This map shows the average price per m² of houses in each postcode district in England & Wales.
It extends the pioneering work of Anna Powell-Smith from 2017. I've re-run the analysis with data to Jan 1995–Jan 2026, matching records between the Price Paid dataset and floor area from the Energy Performance Certificate dataset. The result is a national dataset of price per m² for 2,276 postcode districts.
| District | £/m² |
|---|
| District | £/m² |
|---|
The underlying datasets are available as CSV files, licensed under the
Open Government Licence
v3.0.
A machine-readable index with row counts and file sizes is available as
data.json.
One row per postcode district × property type, plus an ALL rollup row per
district. 2,276 districts.
| Column | Type | Description |
|---|---|---|
postcode_district |
string | UK postcode district (e.g.
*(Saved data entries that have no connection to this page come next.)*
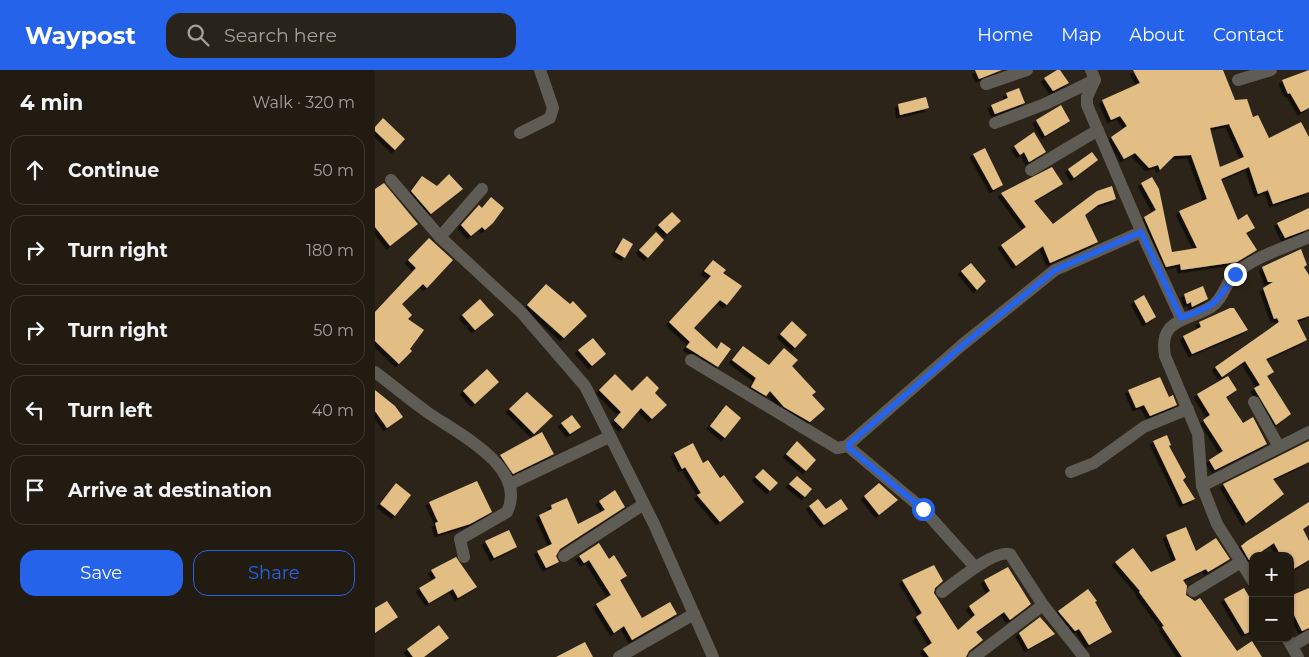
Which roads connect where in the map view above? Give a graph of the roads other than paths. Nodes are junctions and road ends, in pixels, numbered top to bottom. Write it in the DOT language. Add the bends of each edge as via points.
graph roads {
  1 [pos="540,70"];
  2 [pos="1027,70"];
  3 [pos="1271,70"];
  4 [pos="1093,75"];
  5 [pos="1238,80"];
  6 [pos="986,84"];
  7 [pos="995,123"];
  8 [pos="1098,130"];
  9 [pos="520,133"];
  10 [pos="1031,170"];
  11 [pos="391,180"];
  12 [pos="482,189"];
  13 [pos="1141,232"];
  14 [pos="440,237"];
  15 [pos="1309,237"];
  16 [pos="1181,318"];
  17 [pos="691,360"];
  18 [pos="375,372"];
  19 [pos="1254,402"];
  20 [pos="1188,409"];
  21 [pos="1309,432"];
  22 [pos="609,437"];
  23 [pos="849,446"];
  24 [pos="1279,447"];
  25 [pos="1071,472"];
  26 [pos="510,484"];
  27 [pos="1202,486"];
  28 [pos="644,504"];
  29 [pos="464,556"];
  30 [pos="563,556"];
  31 [pos="1241,562"];
  32 [pos="975,567"];
  33 [pos="1249,575"];
  34 [pos="1193,591"];
  35 [pos="942,592"];
  36 [pos="1043,605"];
  37 [pos="694,614"];
  38 [pos="1309,636"];
  39 [pos="1292,647"];
  40 [pos="1079,655"];
  41 [pos="619,657"];
  42 [pos="713,657"];
  43 [pos="974,657"];
  1 -- 9 [label="street" via="553,114"];
  2 -- 6 [label="street"];
  3 -- 5 [label="street"];
  4 -- 7 [label="street" via="1045,104"];
  4 -- 8 [label="street" via="1087,105"];
  8 -- 10 [label="street"];
  8 -- 13 [label="street"];
  11 -- 14 [label="street"];
  12 -- 14 [label="street"];
  13 -- 16 [label="street"];
  13 -- 23 [label="street" via="1055,270 963,345"];
  14 -- 22 [label="street" via="522,313 575,374 589,392"];
  15 -- 16 [label="street" via="1253,262 1235,274 1212,306"];
  16 -- 20 [label="street" via="1167,330 1163,344"];
  17 -- 23 [label="street" via="837,448"];
  18 -- 26 [label="street" via="473,441 493,460"];
  19 -- 24 [label="street"];
  20 -- 25 [label="street" via="1144,426 1094,463"];
  20 -- 27 [label="street" via="1198,434"];
  21 -- 24 [label="street"];
  22 -- 26 [label="street"];
  22 -- 28 [label="street"];
  23 -- 32 [label="street" via="923,509"];
  24 -- 27 [label="street"];
  26 -- 29 [label="street" via="507,512 461,539"];
  27 -- 31 [label="street" via="1217,524"];
  28 -- 30 [label="street"];
  28 -- 37 [label="street"];
  31 -- 33 [label="street"];
  31 -- 34 [label="street"];
  32 -- 35 [label="street"];
  32 -- 36 [label="street" via="1001,554 1010,554"];
  36 -- 40 [label="street"];
  36 -- 43 [label="street"];
  37 -- 41 [label="street"];
  37 -- 42 [label="street"];
  38 -- 39 [label="street"];
}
SW1A) |
property_type |
string | Property type: ALL (rollup), D detached,
F flat/maisonette, S semi-detached,
T terraced, O other |
num_sales |
integer | Number of residential sales matched to an EPC record |
total_floor_area |
float | Total floor area of matched properties (m²) |
total_price |
float | Total transaction value of matched sales (£) |
price_per_sqm |
integer | Nominal price per m² = total_price / total_floor_area (£) |
adj_price_per_sqm |
integer | CPI-adjusted price per m², base January 2026 (£), using ONS CPI series D7BT |
Sale prices are taken from HM Land Registry's Price Paid dataset (standard residential sales to individuals, Jan 1995–Jan 1995–Jan 2026). Floor area per property is taken from Energy Performance Certificates.
Each sale is matched to its EPC in two stages. First, an exact match on the property's Unique Property Reference Number (UPRN) using the UBDC Price Paid–UPRN lookup table, which covers transactions up to January 2022. For each matched sale, the certificate closest in time is used — preferring the most recent one lodged before the sale date, with a fallback to the earliest post-sale certificate if none exists within a ten-year window. For sales after January 2022 — where no UPRN link is available — a second stage matches on postcode plus a normalised address string (combining sub-address, building name or number, and street name), and the most recent certificate for that address is used.
The price per m² for each postcode district is the total transaction value of all matched sales divided by their total floor area — not a mean of per-property ratios. Districts with fewer than 10 matched sales are excluded. Some districts have residential sales but fall below this threshold — for example parts of the City of London (EC2R, EC3V, W1C) and TR23 (Bryher, Isles of Scilly), each with only 2–5 recorded transactions. Other gaps are districts with no matching residential transactions at all, such as industrial estates.
The year-range filter switches the map from its default all-time view to a chosen year window, showing CPI-adjusted prices for matched sales within that period. Each district appears in a given year only where at least 10 matched sales were recorded; sparsely-traded years or early years before widespread EPC adoption (pre-2008) may be absent for some districts. Prices are adjusted to January 2026 pounds for direct comparison across years.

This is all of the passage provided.